The vertical member 331 uses a circular pipe that has a small load (fluid force) and hardly disturbs the flow of algae, the inclined member 332 uses H-shaped steel for structural stability, and a grid member 333 ), It is preferable to use a square pipe to enable a smooth coupling between each other.

The connecting column 340 connects the centers of the lower end 310 and the upper end 320 to each other, and is vertically vertically perpendicular to the holes of the connecting member 323 respectively formed at the center of the lower end 310 and the upper end 320. Inserted and welded together.

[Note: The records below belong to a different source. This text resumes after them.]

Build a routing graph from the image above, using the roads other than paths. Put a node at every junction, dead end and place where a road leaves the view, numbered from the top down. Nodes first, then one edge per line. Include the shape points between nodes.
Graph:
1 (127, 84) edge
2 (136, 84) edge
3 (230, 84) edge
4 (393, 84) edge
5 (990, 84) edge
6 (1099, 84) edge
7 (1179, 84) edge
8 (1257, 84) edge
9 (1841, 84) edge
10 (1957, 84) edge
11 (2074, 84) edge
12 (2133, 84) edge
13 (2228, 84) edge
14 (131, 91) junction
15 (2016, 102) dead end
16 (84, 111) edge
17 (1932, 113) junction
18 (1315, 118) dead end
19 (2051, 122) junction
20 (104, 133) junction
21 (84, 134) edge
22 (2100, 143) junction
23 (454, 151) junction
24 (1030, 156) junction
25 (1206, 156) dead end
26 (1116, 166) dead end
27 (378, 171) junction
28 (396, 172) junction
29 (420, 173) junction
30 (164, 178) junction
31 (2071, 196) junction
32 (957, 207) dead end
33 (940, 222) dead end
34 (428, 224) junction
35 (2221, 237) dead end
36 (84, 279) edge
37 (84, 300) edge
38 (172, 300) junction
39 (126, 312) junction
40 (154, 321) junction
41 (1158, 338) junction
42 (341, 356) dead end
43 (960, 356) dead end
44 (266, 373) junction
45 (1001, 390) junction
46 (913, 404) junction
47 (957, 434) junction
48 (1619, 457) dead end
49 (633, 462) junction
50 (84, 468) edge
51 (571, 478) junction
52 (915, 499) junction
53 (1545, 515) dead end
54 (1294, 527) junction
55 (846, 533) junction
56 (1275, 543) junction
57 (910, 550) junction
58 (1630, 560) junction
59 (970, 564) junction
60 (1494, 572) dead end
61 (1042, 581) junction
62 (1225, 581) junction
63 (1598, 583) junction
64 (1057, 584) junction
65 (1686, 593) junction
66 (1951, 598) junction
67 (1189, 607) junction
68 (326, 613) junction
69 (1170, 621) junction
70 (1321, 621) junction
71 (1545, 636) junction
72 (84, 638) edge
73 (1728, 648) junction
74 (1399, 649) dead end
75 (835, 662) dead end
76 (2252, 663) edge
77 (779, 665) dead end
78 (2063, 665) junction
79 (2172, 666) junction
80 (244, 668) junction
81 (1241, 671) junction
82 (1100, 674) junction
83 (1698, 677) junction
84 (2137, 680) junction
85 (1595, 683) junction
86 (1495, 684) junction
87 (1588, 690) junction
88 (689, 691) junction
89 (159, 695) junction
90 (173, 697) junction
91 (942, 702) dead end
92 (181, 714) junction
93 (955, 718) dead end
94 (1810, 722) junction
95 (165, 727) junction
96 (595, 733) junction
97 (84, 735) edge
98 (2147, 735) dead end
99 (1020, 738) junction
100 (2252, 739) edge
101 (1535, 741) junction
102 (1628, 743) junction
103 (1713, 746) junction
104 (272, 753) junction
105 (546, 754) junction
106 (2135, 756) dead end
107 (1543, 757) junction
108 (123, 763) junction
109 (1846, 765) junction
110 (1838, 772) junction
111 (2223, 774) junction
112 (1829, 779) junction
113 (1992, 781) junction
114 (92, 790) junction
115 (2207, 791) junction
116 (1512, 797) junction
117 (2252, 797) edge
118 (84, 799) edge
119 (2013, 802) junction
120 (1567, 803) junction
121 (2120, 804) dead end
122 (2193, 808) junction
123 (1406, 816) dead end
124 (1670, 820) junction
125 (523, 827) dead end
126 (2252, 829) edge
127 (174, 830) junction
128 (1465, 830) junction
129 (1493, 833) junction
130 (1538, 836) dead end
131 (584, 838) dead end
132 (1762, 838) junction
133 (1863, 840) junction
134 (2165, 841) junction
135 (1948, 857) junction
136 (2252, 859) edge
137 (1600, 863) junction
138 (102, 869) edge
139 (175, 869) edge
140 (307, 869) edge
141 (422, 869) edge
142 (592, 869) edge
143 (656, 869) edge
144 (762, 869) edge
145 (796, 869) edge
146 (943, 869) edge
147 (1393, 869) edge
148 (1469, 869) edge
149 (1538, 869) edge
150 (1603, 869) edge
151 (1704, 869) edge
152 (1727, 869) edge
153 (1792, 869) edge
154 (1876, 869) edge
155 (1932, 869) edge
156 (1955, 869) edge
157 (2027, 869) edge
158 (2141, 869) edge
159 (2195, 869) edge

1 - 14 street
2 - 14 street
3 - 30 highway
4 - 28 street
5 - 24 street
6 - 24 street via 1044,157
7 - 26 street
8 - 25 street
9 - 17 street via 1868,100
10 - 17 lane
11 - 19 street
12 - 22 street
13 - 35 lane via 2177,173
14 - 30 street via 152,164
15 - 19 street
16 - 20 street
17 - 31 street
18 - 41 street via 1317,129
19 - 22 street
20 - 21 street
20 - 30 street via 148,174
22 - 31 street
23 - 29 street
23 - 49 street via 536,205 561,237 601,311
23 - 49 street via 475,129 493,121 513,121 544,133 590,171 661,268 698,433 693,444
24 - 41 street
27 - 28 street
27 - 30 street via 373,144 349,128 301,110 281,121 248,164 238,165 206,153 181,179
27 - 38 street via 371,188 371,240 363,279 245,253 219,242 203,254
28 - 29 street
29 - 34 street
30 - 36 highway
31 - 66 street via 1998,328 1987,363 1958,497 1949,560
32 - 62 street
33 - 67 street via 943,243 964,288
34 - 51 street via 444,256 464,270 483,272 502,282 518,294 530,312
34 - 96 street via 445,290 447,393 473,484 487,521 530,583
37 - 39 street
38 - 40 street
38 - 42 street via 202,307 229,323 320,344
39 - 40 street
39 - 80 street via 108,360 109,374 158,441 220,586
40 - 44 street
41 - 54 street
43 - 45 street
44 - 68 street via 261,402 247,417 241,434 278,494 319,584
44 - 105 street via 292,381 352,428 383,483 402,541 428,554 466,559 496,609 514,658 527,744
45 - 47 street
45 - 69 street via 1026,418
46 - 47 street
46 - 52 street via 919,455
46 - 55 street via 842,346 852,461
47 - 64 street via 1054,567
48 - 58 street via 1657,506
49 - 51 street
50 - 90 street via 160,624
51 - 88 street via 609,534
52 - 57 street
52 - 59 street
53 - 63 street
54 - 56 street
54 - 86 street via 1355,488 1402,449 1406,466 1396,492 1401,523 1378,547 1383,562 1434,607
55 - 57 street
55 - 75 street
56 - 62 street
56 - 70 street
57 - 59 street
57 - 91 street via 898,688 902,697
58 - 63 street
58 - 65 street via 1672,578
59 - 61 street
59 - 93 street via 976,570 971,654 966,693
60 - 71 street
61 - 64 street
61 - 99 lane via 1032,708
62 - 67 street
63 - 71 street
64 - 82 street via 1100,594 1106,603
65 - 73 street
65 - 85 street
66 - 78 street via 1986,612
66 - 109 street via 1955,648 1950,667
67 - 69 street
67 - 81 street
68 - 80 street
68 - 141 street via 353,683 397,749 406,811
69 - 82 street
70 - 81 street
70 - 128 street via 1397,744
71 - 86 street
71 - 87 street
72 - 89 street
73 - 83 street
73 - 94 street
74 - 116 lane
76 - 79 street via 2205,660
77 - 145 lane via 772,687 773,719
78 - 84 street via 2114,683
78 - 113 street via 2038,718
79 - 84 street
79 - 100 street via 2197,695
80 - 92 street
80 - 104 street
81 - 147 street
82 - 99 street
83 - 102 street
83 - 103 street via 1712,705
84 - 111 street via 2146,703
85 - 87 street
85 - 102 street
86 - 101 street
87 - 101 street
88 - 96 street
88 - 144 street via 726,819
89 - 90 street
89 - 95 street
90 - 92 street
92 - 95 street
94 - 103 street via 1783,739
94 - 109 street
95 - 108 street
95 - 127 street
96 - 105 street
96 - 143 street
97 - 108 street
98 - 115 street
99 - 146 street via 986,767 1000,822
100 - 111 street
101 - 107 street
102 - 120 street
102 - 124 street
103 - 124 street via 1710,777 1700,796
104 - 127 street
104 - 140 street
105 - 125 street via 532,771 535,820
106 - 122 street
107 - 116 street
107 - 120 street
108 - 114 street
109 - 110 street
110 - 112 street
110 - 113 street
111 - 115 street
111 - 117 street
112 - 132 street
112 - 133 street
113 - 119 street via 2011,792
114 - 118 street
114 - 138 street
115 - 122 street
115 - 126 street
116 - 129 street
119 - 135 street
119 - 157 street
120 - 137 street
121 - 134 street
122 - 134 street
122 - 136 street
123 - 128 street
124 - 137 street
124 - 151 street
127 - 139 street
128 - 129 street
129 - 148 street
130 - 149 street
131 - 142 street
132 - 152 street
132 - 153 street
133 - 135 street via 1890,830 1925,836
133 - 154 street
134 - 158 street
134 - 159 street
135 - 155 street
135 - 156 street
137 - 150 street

Therefore, the connection column 340 serves as the central axis of the square pyramid-shaped forced reef 30 of the present invention. At this time, the connecting column 340 is preferably composed of a circular pipe or a solid cylinder that the load (fluid force) acts small and hardly disturbs the flow of algae.

Forced reef 30 of the present invention has a symmetrical structure of each component with respect to the connecting column 340 as a central axis. In addition, the forced reef 30 of the present invention is a central axis of the connecting column 340, the beam member (312, 322) of the lower end 310 and the upper end 320 on the basis of the connection column 340 is radial The array is composed. Therefore, the forced reef 30 of the present invention has a structural stability.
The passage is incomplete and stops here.